| EXERCISE BRIEF |
Give the count of lines in the data that include the string "every", with no added remarks.

| SOURCE DATA |
::::
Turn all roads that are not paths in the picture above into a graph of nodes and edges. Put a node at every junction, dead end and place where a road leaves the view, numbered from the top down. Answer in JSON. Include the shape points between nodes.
::::
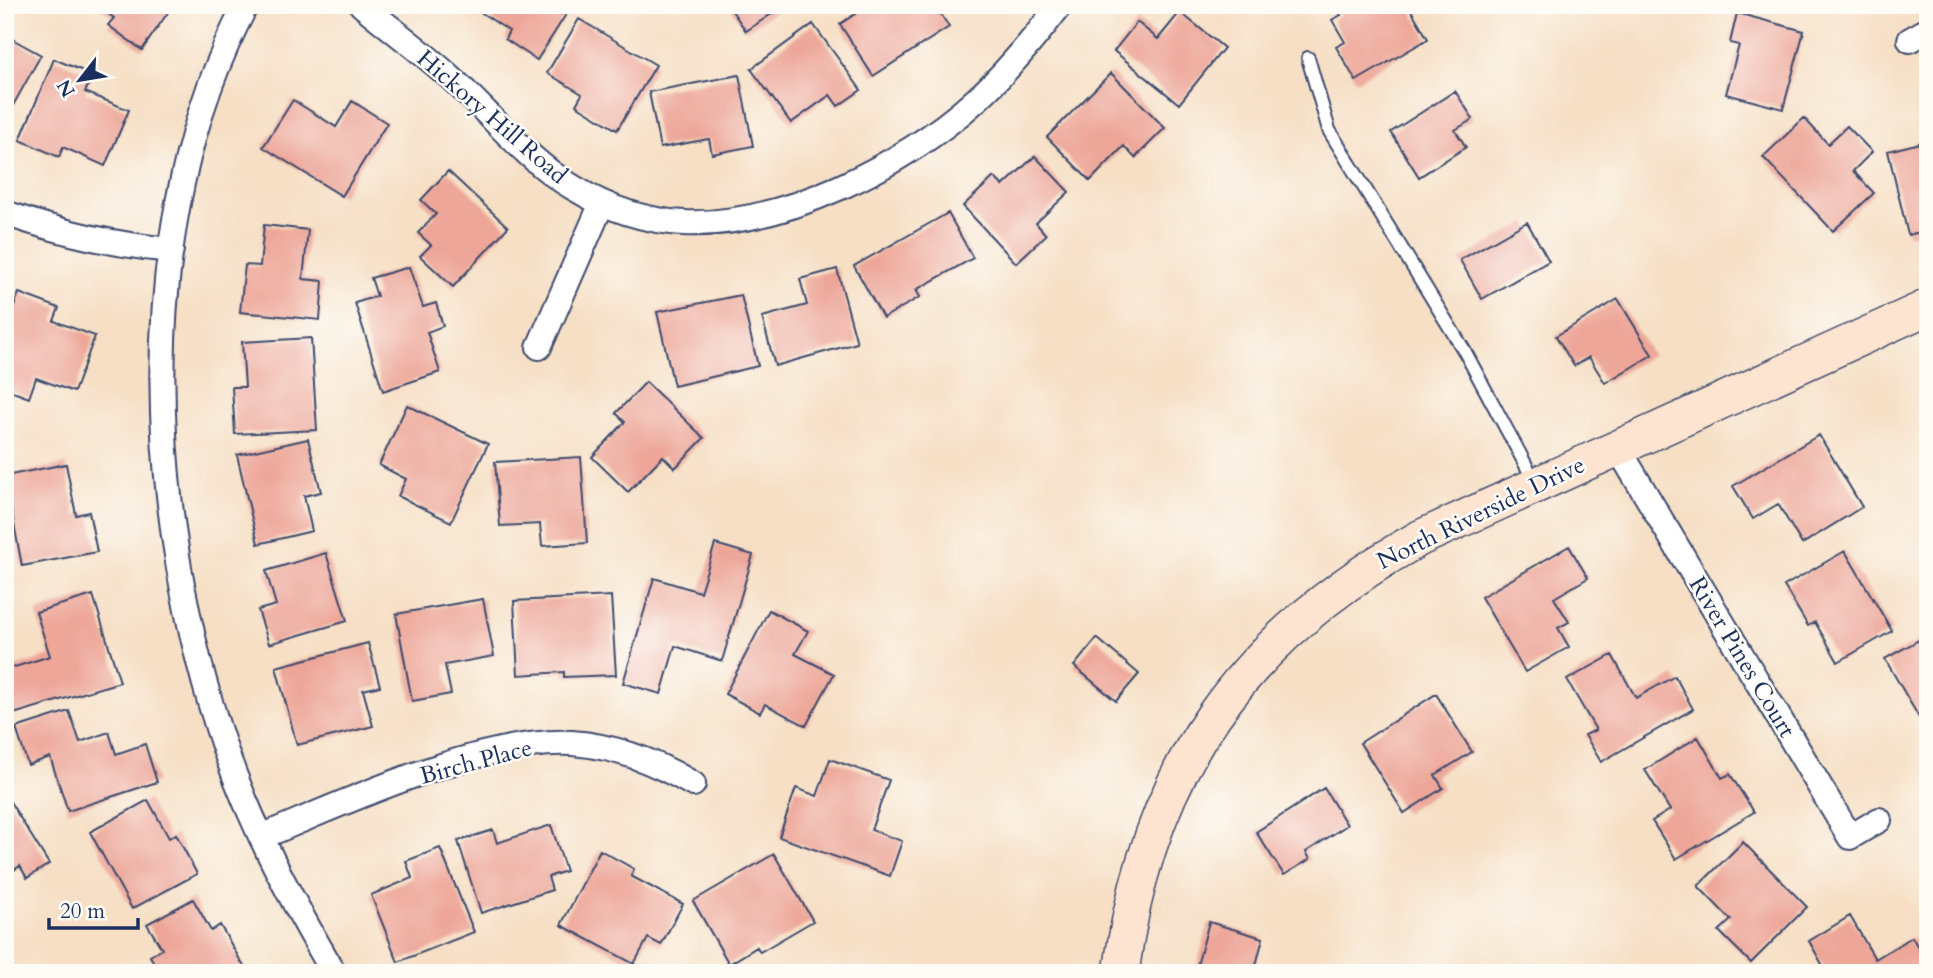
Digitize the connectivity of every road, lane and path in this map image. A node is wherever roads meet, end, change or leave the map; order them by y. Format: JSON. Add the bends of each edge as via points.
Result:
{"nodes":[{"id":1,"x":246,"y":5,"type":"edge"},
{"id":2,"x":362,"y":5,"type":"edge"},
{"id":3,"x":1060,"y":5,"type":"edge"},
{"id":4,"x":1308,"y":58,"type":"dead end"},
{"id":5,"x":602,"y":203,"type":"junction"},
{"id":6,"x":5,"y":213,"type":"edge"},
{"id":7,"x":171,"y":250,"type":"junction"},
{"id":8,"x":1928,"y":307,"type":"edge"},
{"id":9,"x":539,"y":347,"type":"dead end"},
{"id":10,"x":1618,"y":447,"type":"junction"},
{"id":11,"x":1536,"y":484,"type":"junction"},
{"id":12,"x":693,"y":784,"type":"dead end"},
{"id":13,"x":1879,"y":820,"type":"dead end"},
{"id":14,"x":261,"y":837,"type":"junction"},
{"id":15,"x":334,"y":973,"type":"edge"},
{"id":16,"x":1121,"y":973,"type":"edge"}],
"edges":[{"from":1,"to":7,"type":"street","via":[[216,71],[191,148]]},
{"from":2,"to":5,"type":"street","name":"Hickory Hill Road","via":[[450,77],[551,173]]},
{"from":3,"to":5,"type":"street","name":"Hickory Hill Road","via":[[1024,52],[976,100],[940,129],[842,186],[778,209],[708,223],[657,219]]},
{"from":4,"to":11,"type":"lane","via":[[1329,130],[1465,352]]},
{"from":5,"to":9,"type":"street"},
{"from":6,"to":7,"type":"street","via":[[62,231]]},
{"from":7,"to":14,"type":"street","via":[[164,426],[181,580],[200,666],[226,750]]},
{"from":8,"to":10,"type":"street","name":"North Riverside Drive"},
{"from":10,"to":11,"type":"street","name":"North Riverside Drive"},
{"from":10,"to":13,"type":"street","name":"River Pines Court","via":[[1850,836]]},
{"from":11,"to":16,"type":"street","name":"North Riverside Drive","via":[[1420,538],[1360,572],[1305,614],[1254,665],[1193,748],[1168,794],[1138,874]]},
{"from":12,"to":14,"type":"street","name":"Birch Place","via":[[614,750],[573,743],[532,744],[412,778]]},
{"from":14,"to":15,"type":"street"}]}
::::
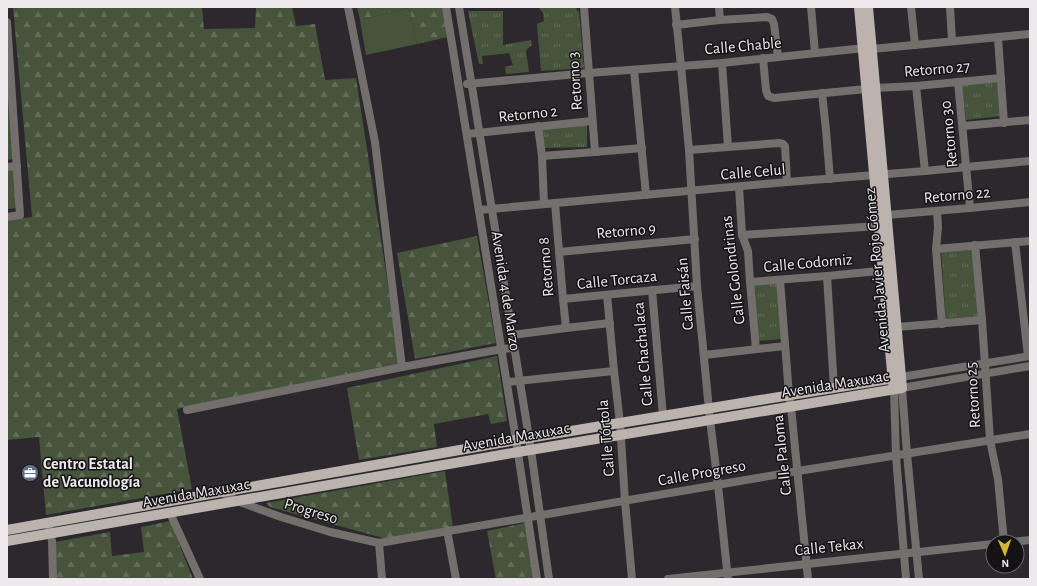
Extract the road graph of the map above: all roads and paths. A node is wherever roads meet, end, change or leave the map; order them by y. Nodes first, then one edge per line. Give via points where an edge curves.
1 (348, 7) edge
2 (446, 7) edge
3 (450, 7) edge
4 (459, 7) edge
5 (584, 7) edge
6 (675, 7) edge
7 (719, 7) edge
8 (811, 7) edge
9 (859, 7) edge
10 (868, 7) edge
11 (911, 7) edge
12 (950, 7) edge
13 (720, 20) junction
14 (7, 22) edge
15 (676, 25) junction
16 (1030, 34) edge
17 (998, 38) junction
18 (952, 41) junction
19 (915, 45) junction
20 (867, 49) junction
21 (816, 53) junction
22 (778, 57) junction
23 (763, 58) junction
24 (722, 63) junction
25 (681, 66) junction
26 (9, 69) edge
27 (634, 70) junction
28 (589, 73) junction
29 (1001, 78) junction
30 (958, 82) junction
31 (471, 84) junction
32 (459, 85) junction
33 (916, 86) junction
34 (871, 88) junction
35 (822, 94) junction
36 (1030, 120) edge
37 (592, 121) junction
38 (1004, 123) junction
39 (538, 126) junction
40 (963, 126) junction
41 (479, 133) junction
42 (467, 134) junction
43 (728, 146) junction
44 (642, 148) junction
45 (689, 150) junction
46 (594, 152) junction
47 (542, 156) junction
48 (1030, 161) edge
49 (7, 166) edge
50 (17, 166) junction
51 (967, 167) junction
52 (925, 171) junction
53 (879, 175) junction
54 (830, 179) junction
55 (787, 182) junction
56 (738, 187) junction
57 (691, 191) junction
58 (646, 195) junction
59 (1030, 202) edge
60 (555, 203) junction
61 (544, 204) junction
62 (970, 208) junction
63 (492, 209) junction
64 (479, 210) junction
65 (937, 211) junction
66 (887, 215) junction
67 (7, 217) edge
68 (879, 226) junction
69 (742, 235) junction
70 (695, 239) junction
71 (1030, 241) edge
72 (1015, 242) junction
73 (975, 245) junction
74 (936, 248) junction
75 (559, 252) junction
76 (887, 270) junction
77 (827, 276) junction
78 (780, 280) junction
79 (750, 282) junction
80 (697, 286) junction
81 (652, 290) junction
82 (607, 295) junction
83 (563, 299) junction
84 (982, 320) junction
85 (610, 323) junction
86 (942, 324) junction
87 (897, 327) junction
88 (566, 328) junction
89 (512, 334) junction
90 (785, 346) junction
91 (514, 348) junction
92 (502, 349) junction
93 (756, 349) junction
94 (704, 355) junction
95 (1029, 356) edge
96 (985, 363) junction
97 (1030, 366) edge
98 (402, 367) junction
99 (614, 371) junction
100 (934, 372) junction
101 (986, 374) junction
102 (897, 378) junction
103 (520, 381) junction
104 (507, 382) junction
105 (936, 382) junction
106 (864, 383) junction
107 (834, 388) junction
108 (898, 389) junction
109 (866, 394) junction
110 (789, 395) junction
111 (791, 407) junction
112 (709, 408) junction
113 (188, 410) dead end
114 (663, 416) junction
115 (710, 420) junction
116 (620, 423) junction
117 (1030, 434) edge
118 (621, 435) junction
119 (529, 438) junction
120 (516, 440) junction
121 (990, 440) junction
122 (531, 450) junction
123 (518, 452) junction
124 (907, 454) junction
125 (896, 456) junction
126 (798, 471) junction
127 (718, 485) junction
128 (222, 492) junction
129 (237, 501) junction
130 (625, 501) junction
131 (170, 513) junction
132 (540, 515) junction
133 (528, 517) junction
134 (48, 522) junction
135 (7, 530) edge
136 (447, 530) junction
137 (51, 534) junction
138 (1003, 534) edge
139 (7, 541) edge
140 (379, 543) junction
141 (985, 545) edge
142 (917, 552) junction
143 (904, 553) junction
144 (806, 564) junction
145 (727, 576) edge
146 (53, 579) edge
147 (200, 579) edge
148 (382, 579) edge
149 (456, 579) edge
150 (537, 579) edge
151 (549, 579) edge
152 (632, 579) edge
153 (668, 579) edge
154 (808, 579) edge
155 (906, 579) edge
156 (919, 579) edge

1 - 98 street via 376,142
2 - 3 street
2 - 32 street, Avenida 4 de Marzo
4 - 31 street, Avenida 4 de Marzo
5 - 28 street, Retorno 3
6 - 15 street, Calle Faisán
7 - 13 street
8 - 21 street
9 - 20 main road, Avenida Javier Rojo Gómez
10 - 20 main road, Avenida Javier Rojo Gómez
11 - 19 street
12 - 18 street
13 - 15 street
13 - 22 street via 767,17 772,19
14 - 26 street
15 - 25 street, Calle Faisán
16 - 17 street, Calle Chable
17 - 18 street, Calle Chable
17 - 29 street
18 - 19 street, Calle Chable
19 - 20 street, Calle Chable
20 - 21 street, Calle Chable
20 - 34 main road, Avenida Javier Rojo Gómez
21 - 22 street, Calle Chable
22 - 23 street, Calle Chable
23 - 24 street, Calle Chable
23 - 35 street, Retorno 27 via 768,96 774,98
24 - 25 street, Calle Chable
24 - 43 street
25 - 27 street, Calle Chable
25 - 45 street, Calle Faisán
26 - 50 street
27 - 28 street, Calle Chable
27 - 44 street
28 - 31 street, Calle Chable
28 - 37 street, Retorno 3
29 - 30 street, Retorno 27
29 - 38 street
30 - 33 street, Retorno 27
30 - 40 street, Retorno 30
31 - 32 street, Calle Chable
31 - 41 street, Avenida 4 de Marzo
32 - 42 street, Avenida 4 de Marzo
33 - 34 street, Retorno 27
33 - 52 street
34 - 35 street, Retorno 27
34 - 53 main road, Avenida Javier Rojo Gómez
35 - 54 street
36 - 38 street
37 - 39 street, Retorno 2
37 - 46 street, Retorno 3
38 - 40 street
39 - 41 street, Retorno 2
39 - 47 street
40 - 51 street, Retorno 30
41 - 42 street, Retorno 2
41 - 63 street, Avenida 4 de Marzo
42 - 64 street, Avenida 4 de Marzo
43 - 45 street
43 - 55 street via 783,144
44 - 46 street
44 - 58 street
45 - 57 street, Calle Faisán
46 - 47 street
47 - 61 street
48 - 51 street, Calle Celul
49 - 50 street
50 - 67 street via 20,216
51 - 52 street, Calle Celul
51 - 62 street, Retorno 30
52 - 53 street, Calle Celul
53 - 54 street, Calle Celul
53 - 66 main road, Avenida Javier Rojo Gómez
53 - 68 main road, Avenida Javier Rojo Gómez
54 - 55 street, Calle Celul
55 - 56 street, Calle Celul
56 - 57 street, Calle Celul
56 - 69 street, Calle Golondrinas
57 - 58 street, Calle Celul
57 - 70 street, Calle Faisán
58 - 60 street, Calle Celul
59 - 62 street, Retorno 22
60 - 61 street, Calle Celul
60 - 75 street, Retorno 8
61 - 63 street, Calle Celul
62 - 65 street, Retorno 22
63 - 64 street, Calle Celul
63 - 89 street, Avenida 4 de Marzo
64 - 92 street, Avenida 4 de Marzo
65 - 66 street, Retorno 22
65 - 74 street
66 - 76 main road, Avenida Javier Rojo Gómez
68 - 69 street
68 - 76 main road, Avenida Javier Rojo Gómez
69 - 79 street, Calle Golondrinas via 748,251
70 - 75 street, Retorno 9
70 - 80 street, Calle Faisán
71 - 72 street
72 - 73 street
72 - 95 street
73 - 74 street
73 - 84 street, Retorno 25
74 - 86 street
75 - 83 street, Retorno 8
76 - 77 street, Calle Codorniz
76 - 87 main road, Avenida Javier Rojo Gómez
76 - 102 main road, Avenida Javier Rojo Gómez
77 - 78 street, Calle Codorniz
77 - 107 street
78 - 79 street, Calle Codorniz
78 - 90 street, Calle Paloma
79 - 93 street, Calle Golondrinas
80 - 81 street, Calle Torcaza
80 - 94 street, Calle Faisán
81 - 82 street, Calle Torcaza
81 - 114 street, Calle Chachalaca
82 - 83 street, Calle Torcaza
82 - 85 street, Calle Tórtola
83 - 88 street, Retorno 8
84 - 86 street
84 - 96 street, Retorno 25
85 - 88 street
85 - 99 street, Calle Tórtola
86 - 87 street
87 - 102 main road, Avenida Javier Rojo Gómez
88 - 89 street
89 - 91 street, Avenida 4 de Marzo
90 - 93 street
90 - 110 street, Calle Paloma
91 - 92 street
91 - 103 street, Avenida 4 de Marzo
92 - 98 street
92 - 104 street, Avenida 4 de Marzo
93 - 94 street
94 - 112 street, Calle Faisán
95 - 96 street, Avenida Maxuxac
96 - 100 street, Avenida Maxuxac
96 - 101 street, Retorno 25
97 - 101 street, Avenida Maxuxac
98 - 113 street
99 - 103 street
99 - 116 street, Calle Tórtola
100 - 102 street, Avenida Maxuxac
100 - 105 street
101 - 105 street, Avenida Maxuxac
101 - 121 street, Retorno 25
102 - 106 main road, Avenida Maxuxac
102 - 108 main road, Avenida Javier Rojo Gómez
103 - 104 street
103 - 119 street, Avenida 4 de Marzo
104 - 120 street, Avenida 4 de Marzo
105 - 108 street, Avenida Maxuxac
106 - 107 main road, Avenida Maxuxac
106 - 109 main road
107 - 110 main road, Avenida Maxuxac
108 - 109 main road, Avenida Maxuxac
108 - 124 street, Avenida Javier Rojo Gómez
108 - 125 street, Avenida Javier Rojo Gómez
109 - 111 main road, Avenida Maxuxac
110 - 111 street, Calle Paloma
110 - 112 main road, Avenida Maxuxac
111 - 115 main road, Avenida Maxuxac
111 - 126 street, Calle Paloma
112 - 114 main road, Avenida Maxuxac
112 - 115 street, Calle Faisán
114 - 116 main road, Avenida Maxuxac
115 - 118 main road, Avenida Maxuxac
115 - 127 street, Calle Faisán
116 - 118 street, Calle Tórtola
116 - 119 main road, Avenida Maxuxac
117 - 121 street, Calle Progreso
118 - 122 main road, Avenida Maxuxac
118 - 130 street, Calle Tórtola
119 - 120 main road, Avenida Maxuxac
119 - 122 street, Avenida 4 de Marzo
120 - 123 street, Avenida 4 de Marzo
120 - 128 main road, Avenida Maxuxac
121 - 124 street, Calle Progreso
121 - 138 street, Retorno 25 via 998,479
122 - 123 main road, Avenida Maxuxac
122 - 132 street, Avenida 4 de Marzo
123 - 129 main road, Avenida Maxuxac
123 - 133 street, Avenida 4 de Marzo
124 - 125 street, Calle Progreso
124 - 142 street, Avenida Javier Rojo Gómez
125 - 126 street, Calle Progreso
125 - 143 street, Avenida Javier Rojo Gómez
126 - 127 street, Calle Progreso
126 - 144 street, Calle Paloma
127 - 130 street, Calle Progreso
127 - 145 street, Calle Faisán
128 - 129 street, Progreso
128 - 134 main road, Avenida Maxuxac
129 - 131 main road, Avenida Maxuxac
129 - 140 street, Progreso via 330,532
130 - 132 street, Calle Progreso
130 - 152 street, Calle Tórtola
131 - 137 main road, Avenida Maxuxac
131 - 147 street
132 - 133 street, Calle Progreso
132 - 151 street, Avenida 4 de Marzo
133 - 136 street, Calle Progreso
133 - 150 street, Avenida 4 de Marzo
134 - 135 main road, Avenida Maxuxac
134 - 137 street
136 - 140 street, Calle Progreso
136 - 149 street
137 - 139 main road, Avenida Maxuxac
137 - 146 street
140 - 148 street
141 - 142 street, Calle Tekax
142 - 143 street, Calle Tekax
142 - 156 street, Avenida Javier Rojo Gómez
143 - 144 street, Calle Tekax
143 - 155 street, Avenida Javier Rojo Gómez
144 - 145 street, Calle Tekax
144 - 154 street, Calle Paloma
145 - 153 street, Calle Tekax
::::
| OUTPUT OF THE TASK |
2